EXERCISE DESCRIPTION: Filter the entries, keeping every line with the word "shape".

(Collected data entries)

- Opening Delimiter -

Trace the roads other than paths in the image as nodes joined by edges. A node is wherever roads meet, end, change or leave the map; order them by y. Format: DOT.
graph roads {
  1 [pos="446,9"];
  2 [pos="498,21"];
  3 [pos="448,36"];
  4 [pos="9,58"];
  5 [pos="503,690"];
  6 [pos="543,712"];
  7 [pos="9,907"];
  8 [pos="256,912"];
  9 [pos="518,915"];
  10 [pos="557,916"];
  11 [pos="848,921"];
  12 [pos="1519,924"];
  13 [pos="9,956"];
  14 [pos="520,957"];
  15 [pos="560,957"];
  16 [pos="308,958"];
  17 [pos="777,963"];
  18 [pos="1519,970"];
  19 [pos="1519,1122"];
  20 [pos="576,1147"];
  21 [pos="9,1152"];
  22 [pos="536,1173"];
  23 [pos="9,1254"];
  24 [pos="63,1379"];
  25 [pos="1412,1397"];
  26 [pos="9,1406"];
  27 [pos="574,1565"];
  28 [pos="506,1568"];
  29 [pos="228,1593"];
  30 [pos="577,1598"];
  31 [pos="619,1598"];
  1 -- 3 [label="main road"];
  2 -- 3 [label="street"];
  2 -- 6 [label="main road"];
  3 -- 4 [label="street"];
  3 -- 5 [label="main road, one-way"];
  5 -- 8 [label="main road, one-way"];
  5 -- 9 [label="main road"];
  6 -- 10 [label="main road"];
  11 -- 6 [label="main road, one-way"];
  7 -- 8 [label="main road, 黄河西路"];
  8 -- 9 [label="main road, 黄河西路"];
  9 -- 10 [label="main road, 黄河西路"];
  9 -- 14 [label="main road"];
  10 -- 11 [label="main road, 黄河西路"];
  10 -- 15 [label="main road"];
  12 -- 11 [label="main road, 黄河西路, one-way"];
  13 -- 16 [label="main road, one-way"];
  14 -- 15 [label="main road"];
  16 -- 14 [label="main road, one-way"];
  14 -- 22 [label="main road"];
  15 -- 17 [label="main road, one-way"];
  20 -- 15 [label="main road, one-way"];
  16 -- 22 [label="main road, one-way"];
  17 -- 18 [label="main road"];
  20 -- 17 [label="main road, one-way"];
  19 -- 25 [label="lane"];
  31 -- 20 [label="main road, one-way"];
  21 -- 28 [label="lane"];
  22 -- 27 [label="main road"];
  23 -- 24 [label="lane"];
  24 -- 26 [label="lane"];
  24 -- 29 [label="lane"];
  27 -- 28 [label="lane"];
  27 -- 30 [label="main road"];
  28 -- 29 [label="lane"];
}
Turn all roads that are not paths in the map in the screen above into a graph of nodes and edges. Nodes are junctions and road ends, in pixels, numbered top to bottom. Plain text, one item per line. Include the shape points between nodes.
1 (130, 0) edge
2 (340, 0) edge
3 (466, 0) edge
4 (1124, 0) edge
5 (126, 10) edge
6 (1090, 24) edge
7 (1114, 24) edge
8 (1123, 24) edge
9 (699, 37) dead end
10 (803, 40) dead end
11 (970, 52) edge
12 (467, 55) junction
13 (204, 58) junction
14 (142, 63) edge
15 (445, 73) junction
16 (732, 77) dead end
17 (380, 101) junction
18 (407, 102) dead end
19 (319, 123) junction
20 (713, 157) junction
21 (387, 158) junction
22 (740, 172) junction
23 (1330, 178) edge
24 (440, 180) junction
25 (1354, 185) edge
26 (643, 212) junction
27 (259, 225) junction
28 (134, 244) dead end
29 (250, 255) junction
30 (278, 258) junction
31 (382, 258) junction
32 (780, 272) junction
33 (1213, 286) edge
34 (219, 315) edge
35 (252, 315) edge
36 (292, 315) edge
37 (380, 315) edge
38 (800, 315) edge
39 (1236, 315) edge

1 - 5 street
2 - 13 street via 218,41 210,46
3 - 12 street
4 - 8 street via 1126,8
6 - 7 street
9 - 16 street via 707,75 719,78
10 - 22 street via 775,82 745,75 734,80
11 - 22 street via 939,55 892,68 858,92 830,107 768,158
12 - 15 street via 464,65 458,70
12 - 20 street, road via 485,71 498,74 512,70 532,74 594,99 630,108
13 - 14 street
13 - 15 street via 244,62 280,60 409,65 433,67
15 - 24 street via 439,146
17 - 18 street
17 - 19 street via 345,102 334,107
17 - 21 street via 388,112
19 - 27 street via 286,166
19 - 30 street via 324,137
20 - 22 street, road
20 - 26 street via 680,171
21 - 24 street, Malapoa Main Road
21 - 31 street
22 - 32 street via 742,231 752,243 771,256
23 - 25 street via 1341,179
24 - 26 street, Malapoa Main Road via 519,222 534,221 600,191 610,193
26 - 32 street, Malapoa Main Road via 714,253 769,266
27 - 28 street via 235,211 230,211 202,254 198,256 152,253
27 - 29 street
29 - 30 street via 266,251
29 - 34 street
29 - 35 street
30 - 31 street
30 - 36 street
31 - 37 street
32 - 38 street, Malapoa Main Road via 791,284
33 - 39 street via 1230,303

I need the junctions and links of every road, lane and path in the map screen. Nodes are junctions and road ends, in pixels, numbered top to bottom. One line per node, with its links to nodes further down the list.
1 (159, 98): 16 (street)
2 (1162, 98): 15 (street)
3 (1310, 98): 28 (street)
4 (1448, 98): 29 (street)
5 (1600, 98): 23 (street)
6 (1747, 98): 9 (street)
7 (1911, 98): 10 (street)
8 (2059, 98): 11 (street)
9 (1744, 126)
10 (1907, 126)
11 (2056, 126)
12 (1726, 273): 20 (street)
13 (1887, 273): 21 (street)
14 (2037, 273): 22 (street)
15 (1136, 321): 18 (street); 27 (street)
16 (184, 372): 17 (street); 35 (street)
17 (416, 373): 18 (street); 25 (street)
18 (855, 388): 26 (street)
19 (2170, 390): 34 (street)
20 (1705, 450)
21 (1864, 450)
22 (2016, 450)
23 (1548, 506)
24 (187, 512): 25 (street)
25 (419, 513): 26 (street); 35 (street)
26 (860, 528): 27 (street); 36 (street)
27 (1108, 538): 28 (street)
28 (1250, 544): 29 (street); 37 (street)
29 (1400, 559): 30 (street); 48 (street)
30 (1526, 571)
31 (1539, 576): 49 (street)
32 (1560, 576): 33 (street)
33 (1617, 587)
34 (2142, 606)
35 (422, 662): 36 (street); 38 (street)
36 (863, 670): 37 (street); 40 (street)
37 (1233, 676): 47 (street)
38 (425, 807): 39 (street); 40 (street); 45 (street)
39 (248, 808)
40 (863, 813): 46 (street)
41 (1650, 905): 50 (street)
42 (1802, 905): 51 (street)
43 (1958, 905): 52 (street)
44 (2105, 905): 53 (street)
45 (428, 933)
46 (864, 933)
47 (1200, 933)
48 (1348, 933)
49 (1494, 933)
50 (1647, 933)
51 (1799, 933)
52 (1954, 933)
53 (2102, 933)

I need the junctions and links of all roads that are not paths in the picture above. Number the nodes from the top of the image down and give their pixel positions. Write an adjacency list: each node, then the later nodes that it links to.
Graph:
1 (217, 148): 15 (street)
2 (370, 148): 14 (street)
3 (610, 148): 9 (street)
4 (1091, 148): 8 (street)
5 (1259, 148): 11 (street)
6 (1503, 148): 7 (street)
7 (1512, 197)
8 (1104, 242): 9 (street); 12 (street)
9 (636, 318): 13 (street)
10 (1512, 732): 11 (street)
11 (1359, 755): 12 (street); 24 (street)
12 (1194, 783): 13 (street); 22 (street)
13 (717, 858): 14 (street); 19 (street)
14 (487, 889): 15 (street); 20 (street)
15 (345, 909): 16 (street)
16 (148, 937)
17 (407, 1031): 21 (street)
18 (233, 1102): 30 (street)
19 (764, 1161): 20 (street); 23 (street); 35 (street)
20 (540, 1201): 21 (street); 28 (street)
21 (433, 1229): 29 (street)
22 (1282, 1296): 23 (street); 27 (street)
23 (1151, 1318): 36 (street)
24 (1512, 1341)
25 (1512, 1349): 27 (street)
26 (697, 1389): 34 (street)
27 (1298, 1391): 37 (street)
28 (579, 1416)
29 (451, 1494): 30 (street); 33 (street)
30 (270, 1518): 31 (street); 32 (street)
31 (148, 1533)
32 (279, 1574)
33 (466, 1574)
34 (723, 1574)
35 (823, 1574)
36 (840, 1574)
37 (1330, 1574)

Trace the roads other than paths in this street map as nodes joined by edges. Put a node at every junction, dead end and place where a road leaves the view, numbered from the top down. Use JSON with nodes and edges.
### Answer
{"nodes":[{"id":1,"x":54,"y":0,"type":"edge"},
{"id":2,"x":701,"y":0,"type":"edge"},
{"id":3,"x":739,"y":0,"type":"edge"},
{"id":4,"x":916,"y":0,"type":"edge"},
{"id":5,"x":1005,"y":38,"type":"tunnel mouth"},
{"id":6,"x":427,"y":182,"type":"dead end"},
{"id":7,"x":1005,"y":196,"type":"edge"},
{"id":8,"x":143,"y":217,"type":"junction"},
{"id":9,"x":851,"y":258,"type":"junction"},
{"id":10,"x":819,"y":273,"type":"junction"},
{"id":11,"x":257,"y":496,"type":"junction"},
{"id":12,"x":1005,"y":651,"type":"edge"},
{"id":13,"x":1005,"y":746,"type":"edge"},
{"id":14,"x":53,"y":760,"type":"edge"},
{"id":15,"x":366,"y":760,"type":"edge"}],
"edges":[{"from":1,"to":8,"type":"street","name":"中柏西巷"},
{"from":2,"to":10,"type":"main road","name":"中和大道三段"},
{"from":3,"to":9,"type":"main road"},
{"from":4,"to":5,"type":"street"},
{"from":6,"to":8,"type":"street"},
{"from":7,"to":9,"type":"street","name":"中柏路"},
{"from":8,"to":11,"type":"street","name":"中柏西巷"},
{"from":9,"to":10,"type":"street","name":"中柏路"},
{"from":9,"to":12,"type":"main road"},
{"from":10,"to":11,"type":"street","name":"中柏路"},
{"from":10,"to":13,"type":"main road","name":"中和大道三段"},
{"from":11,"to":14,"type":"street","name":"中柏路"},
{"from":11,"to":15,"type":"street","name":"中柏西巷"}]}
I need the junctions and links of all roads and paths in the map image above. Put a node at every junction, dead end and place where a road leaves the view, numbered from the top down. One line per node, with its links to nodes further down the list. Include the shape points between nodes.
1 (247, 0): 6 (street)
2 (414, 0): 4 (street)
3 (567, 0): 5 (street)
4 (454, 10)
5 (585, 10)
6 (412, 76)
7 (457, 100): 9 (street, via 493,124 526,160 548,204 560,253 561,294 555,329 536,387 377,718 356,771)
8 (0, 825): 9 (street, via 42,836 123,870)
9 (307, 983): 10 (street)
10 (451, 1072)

- Closing Delimiter -

ANSWER AREA:
Turn all roads that are not paths in the map in the screen above into a graph of nodes and edges. Nodes are junctions and road ends, in pixels, numbered top to bottom. Plain text, one item per line. Include the shape points between nodes.
I need the junctions and links of all roads and paths in the map image above. Put a node at every junction, dead end and place where a road leaves the view, numbered from the top down. One line per node, with its links to nodes further down the list. Include the shape points between nodes.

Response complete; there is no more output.